## Exercise description
Among the entries below, find the lines with the word "utca" and return them.

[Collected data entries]

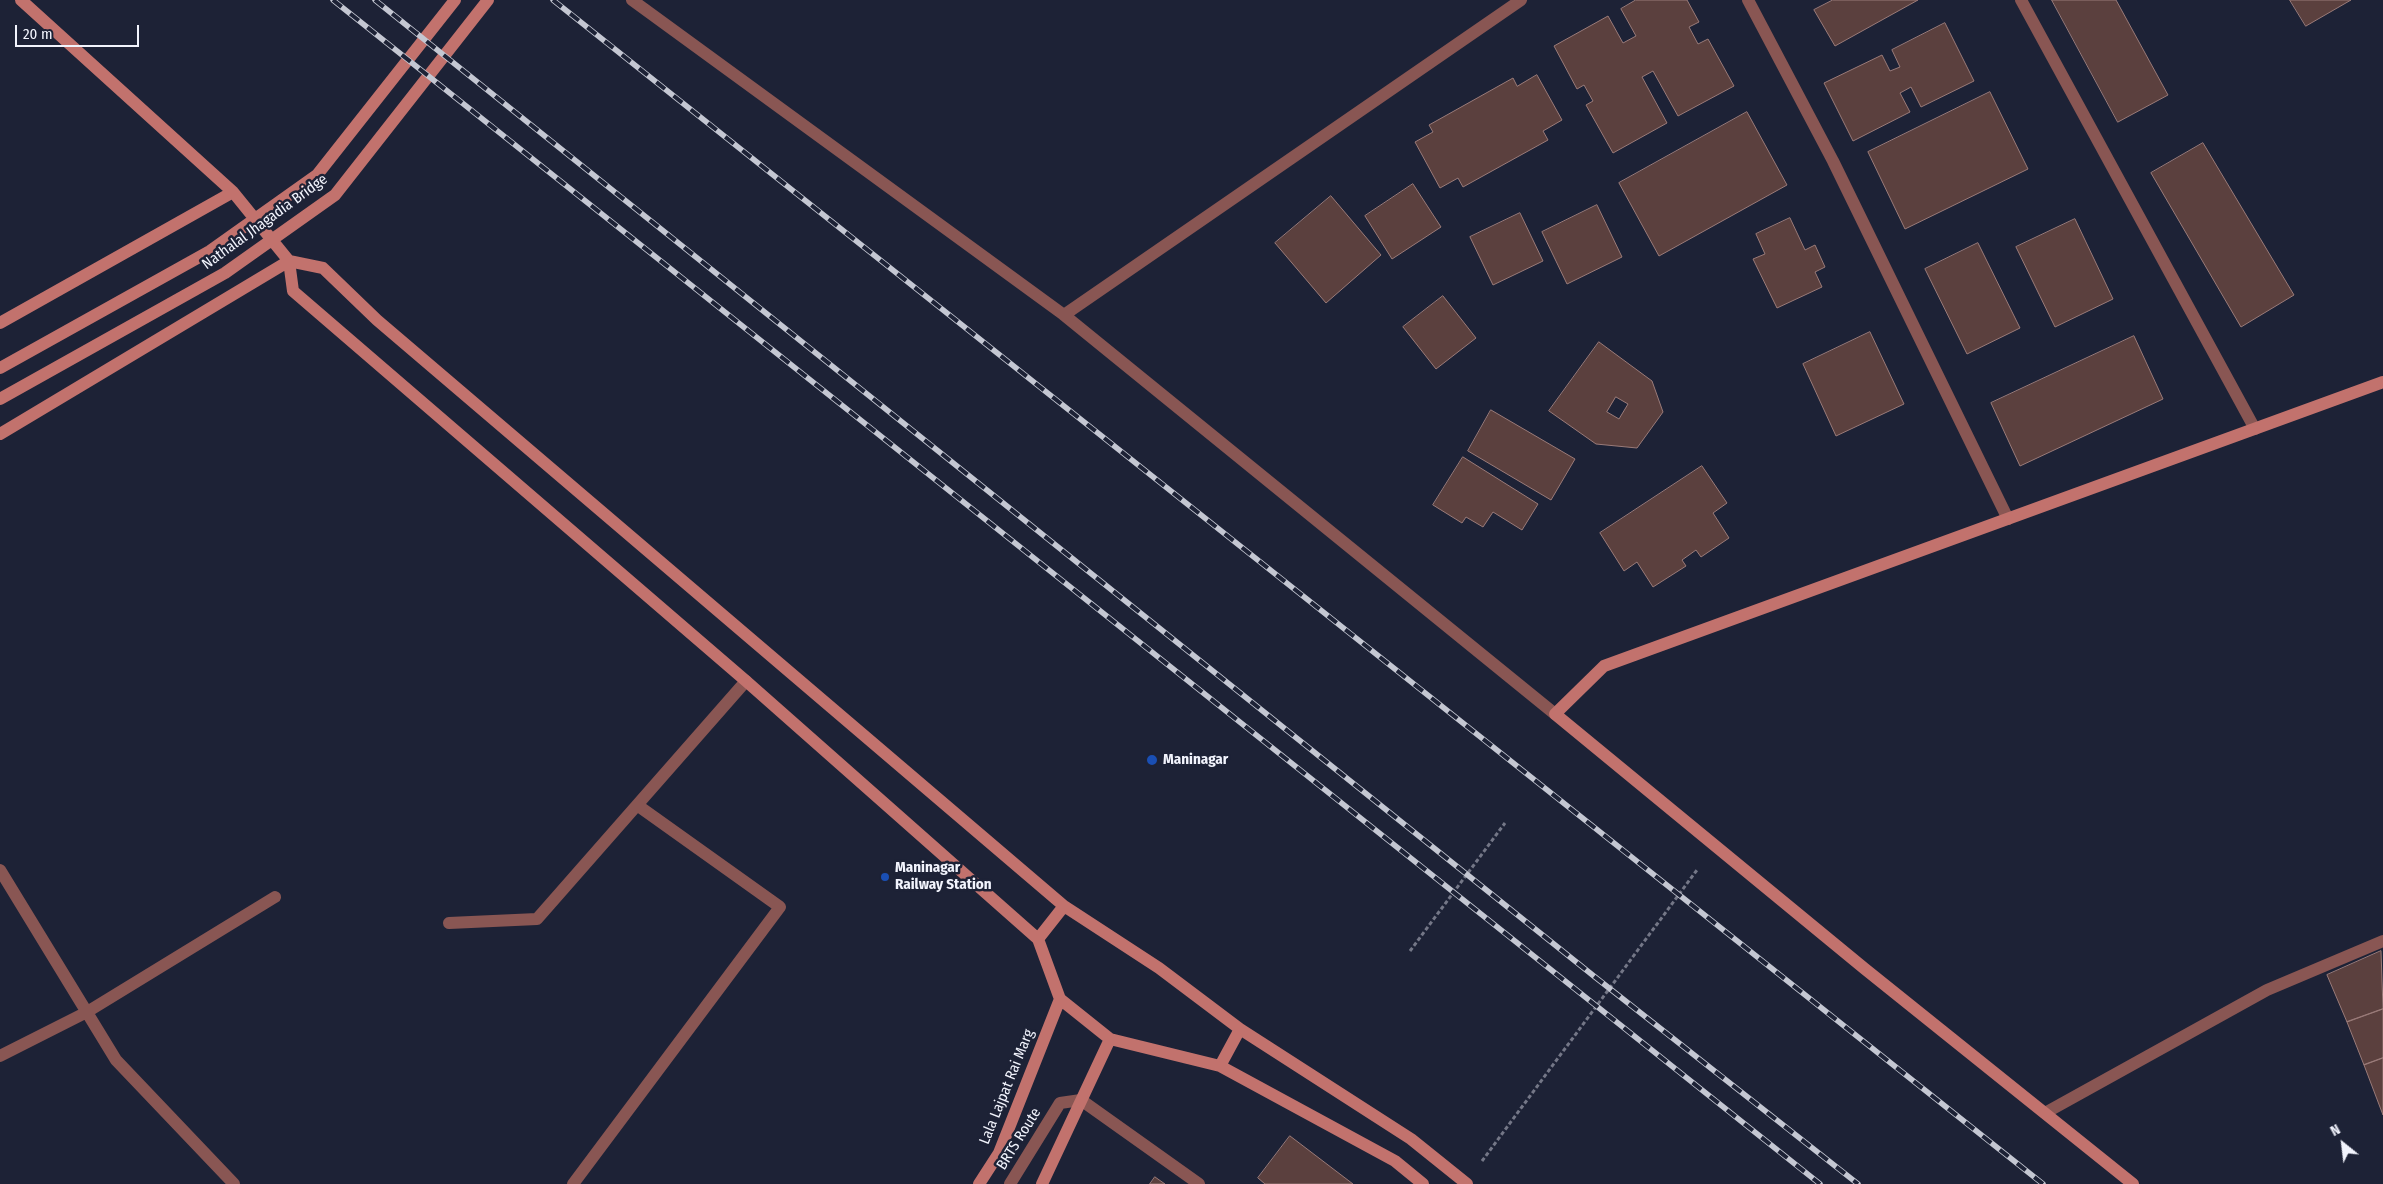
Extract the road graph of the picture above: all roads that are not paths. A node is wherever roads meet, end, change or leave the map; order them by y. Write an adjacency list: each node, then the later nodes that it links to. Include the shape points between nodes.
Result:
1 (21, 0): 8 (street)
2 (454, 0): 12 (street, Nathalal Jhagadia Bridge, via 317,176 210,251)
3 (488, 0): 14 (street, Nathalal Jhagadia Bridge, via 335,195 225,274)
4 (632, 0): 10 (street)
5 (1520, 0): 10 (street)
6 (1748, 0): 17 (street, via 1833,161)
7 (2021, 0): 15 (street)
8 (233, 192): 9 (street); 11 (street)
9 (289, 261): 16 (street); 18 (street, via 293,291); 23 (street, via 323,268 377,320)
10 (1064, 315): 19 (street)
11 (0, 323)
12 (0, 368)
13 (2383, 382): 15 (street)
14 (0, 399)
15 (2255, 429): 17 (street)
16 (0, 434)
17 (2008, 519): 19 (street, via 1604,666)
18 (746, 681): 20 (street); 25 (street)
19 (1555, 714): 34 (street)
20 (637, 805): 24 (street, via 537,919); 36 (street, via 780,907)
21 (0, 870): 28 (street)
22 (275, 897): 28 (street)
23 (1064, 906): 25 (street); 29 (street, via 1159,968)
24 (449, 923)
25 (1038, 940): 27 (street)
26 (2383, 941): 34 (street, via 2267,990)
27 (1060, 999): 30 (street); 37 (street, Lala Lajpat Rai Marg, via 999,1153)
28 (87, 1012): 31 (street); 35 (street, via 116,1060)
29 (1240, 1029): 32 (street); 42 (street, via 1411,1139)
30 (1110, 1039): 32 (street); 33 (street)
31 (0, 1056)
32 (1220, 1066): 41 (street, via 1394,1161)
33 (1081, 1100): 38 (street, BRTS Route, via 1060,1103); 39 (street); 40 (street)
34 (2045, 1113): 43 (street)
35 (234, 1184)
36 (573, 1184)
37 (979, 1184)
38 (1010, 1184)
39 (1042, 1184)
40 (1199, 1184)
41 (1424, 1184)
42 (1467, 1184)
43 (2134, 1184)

...

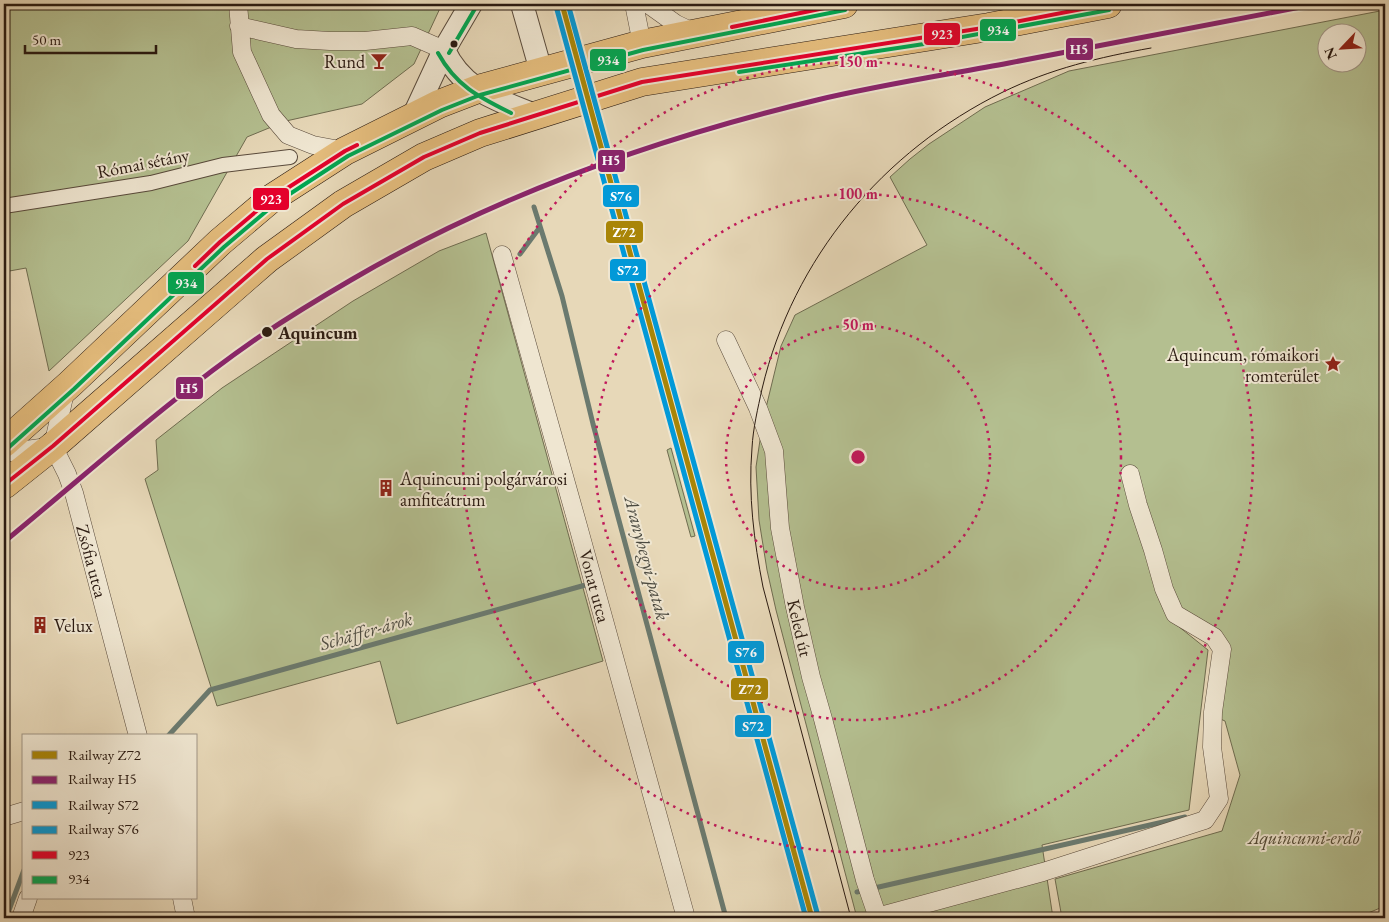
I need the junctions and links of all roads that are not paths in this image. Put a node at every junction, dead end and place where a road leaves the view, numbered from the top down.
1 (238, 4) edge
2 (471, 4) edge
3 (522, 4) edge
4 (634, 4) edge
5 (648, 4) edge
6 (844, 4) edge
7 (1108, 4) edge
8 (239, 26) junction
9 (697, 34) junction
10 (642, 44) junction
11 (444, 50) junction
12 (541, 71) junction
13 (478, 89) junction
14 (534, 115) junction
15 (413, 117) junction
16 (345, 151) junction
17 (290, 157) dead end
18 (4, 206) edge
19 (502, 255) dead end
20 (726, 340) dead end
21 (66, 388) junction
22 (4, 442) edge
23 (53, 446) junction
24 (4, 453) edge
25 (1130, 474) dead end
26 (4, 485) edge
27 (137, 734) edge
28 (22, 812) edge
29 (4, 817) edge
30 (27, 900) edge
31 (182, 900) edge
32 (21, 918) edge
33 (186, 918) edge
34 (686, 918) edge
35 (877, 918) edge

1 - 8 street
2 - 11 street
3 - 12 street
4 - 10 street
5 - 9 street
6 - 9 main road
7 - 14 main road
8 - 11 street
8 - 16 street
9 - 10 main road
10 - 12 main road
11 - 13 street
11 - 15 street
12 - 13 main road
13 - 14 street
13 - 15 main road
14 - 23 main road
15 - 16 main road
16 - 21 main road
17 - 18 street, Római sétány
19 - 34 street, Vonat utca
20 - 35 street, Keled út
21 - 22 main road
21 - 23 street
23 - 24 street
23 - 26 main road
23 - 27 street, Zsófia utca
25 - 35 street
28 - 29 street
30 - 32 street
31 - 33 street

## Result of this exercise
19 - 34 street, Vonat utca
23 - 27 street, Zsófia utca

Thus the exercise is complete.